Stored data entries
·····

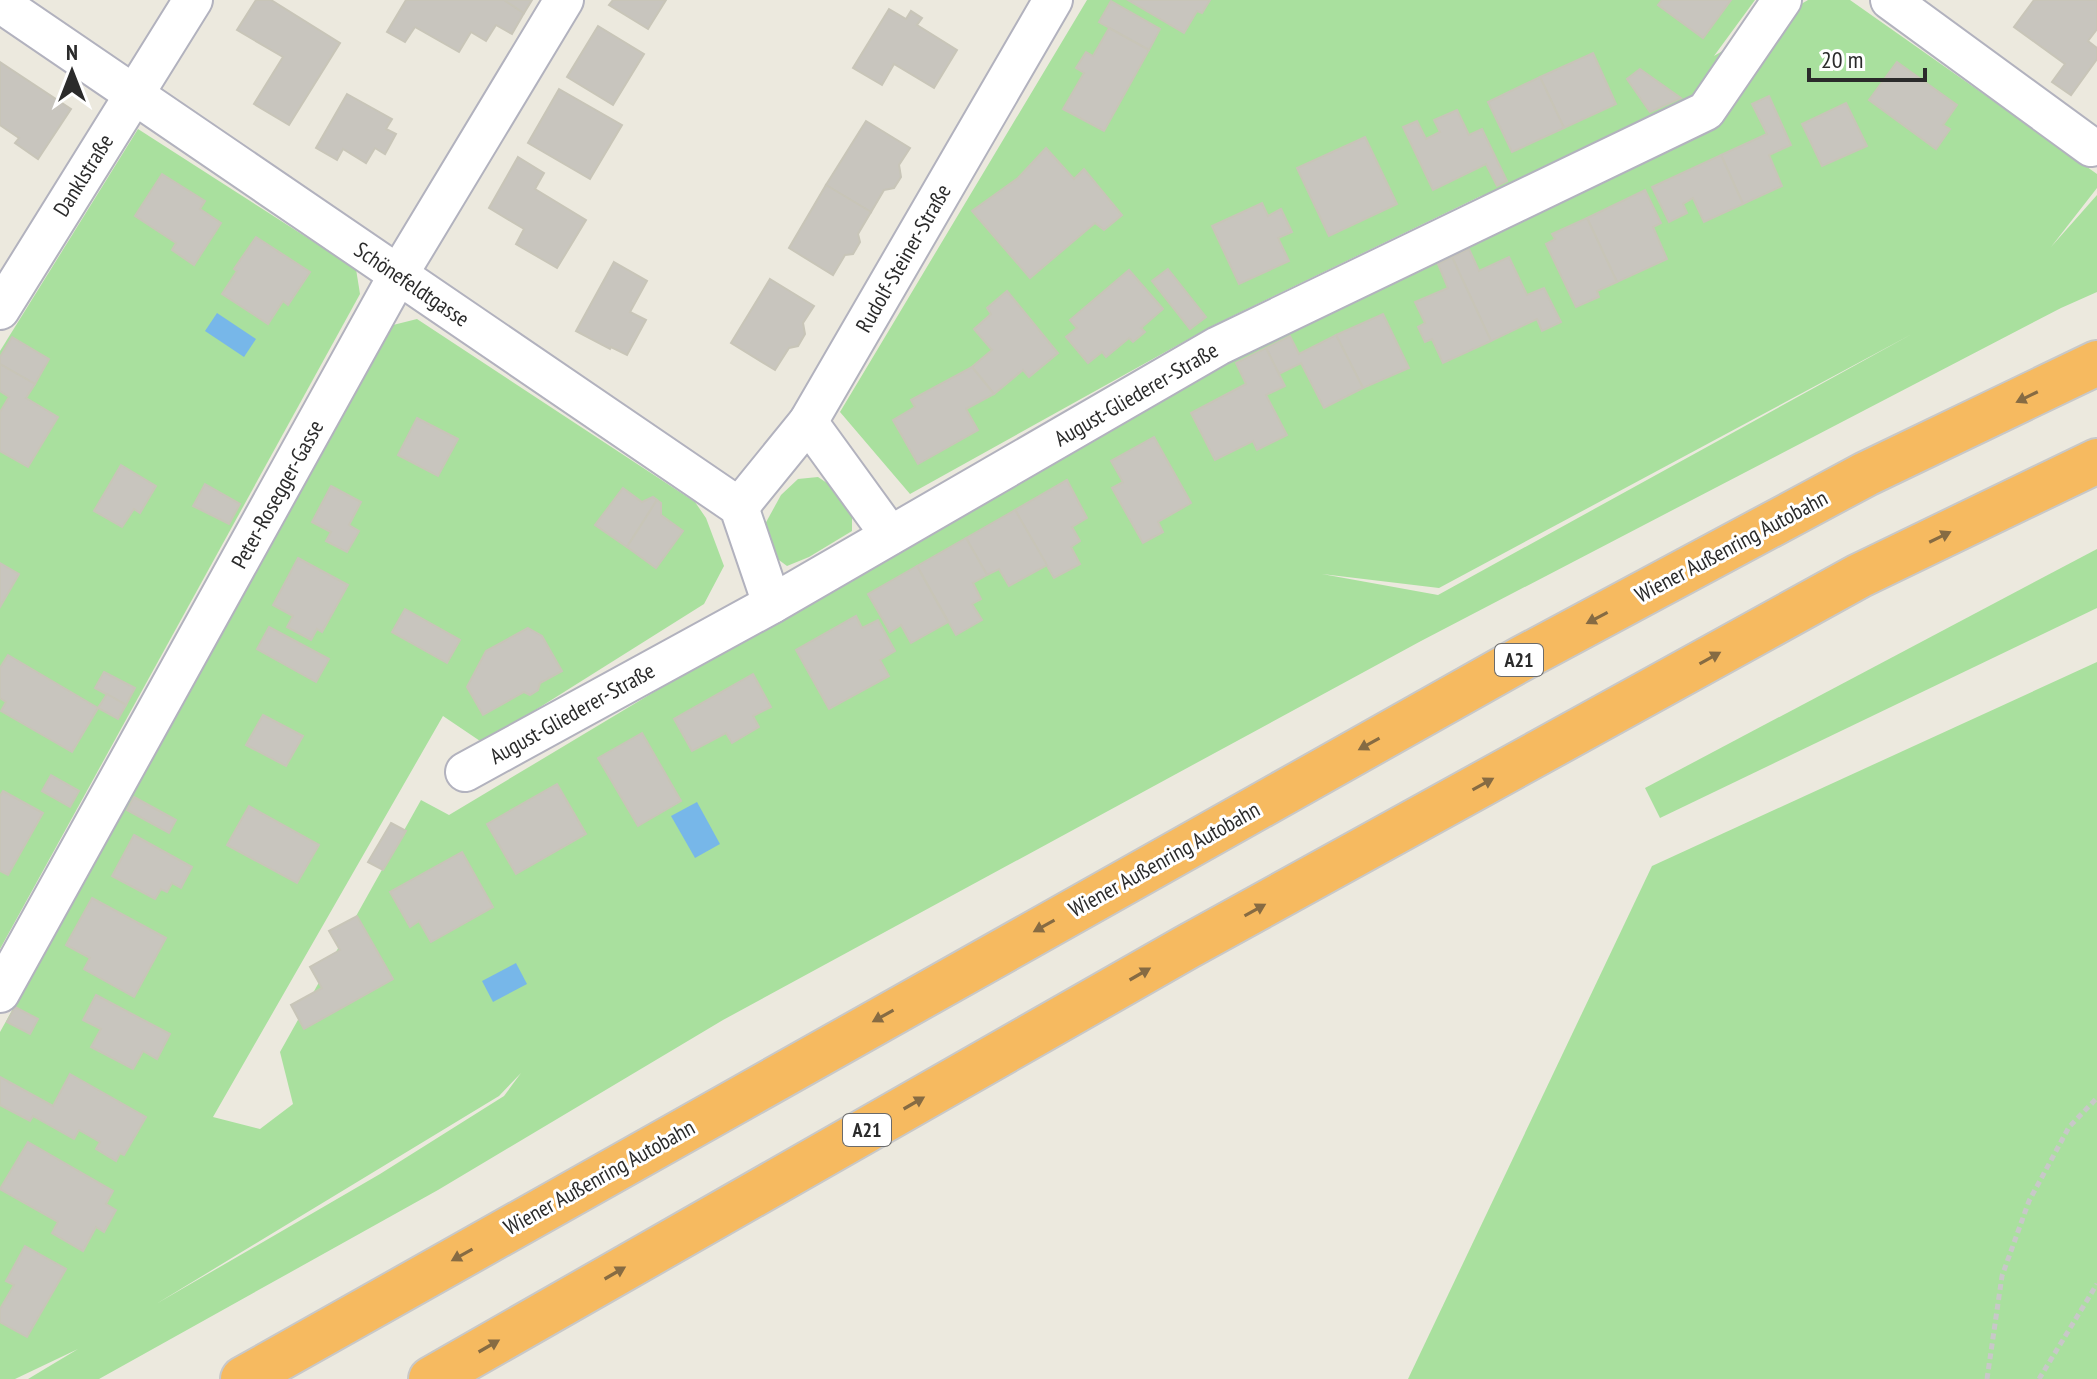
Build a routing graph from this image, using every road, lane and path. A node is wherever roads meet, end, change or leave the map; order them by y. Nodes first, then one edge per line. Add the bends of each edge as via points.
1 (193, 0) edge
2 (564, 0) edge
3 (1053, 0) edge
4 (1782, 0) edge
5 (1890, 0) edge
6 (0, 3) edge
7 (132, 95) junction
8 (2091, 147) dead end
9 (398, 275) junction
10 (0, 310) edge
11 (2097, 363) edge
12 (808, 422) junction
13 (2097, 461) edge
14 (739, 507) junction
15 (890, 535) junction
16 (772, 604) junction
17 (465, 772) dead end
18 (0, 993) edge
19 (2097, 1098) edge
20 (2097, 1284) edge
21 (313, 1339) junction
22 (224, 1379) edge
23 (243, 1379) edge
24 (431, 1379) edge
25 (1987, 1379) edge
26 (2039, 1379) edge

1 - 7 street, Danklstraße
2 - 9 street, Peter-Rosegger-Gasse
3 - 12 street, Rudolf-Steiner-Straße
4 - 15 street, August-Gliederer-Straße via 1706,111 1218,346
5 - 8 street
6 - 7 street, Schönefeldtgasse
7 - 9 street, Schönefeldtgasse
7 - 10 street, Danklstraße
9 - 14 street, Schönefeldtgasse
9 - 18 street, Peter-Rosegger-Gasse
11 -> 21 highway, Wiener Außenring Autobahn / A21 via 1866,474 1521,659
12 - 14 street, Rudolf-Steiner-Straße
12 - 15 street
24 -> 13 highway, A21 via 1187,947 1859,576
14 - 16 street
15 - 16 street, August-Gliederer-Straße
16 - 17 street, August-Gliederer-Straße
19 - 25 path via 2069,1127 2029,1201 2002,1276
20 - 26 path
21 - 22 highway
21 - 23 highway, Wiener Außenring Autobahn / A21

·····

Check the records above line by line and tally those holding the string "Rosegger". Answer with the number only.

2